START EXERCISE INPUT

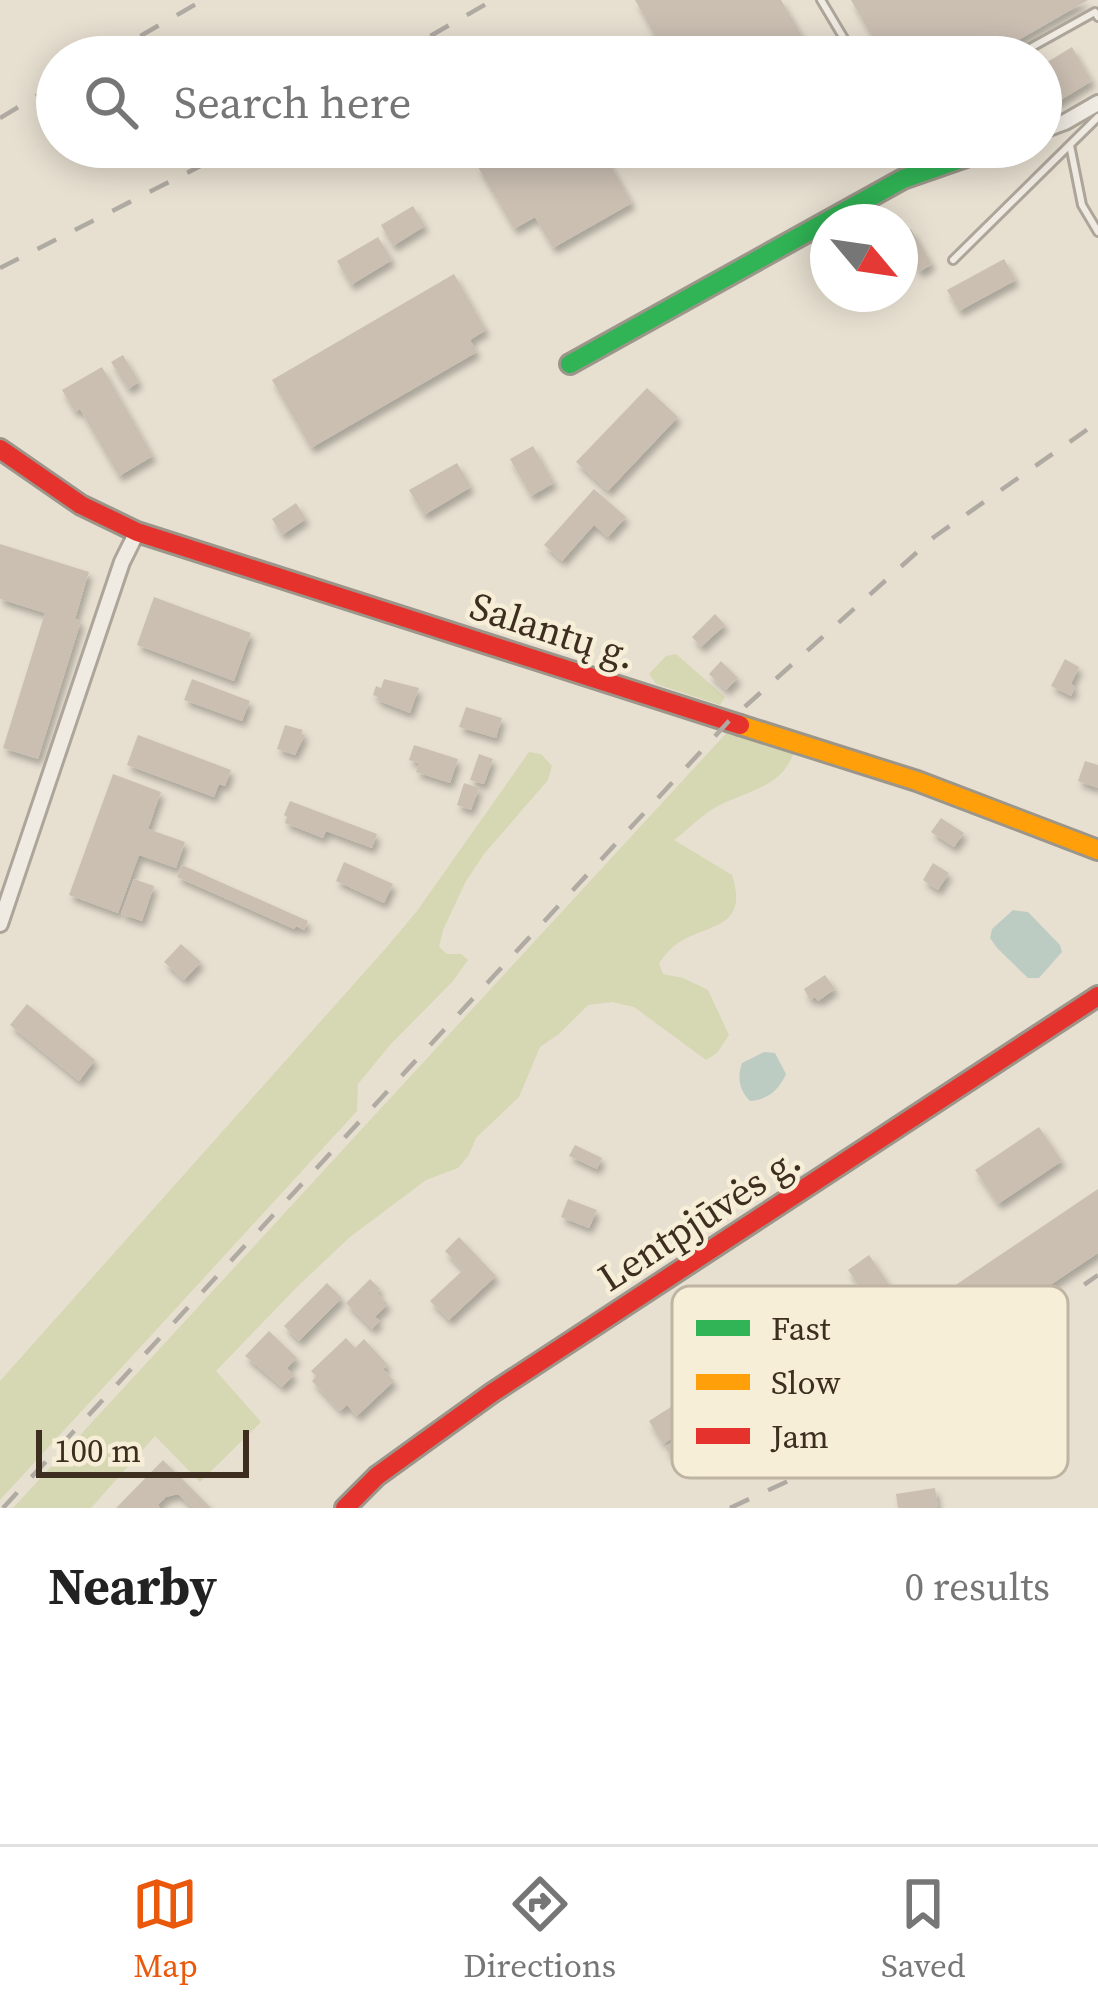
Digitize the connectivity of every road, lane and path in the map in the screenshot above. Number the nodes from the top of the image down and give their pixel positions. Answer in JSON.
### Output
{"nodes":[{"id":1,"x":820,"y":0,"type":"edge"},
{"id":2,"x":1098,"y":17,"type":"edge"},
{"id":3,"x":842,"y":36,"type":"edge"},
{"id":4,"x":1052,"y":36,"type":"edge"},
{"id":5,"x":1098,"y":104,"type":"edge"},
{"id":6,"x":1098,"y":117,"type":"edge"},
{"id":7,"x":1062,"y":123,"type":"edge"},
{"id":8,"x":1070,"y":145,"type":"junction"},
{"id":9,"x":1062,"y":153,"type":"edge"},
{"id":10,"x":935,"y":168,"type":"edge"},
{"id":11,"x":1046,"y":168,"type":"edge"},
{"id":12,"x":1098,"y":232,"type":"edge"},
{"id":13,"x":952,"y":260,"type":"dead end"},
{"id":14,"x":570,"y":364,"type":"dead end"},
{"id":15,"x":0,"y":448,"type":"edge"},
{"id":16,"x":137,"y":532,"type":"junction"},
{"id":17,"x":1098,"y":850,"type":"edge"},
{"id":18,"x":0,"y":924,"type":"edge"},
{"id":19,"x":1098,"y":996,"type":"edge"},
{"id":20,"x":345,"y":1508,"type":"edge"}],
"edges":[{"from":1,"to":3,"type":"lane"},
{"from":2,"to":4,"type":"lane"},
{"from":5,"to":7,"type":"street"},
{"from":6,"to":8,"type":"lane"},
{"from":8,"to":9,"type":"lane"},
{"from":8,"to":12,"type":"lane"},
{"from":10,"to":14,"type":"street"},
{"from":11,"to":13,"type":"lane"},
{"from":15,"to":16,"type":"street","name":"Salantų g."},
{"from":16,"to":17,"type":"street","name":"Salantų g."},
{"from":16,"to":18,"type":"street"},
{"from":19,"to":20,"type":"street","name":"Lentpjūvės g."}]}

END EXERCISE INPUT

◆ TASK DESCRIPTION
Your copy of the listing should match it exactly, apart from the pictures, which are left out.

◆ TASK OUTPUT
Digitize the connectivity of every road, lane and path in the map in the screenshot above. Number the nodes from the top of the image down and give their pixel positions. Answer in JSON.
### Output
{"nodes":[{"id":1,"x":820,"y":0,"type":"edge"},
{"id":2,"x":1098,"y":17,"type":"edge"},
{"id":3,"x":842,"y":36,"type":"edge"},
{"id":4,"x":1052,"y":36,"type":"edge"},
{"id":5,"x":1098,"y":104,"type":"edge"},
{"id":6,"x":1098,"y":117,"type":"edge"},
{"id":7,"x":1062,"y":123,"type":"edge"},
{"id":8,"x":1070,"y":145,"type":"junction"},
{"id":9,"x":1062,"y":153,"type":"edge"},
{"id":10,"x":935,"y":168,"type":"edge"},
{"id":11,"x":1046,"y":168,"type":"edge"},
{"id":12,"x":1098,"y":232,"type":"edge"},
{"id":13,"x":952,"y":260,"type":"dead end"},
{"id":14,"x":570,"y":364,"type":"dead end"},
{"id":15,"x":0,"y":448,"type":"edge"},
{"id":16,"x":137,"y":532,"type":"junction"},
{"id":17,"x":1098,"y":850,"type":"edge"},
{"id":18,"x":0,"y":924,"type":"edge"},
{"id":19,"x":1098,"y":996,"type":"edge"},
{"id":20,"x":345,"y":1508,"type":"edge"}],
"edges":[{"from":1,"to":3,"type":"lane"},
{"from":2,"to":4,"type":"lane"},
{"from":5,"to":7,"type":"street"},
{"from":6,"to":8,"type":"lane"},
{"from":8,"to":9,"type":"lane"},
{"from":8,"to":12,"type":"lane"},
{"from":10,"to":14,"type":"street"},
{"from":11,"to":13,"type":"lane"},
{"from":15,"to":16,"type":"street","name":"Salantų g."},
{"from":16,"to":17,"type":"street","name":"Salantų g."},
{"from":16,"to":18,"type":"street"},
{"from":19,"to":20,"type":"street","name":"Lentpjūvės g."}]}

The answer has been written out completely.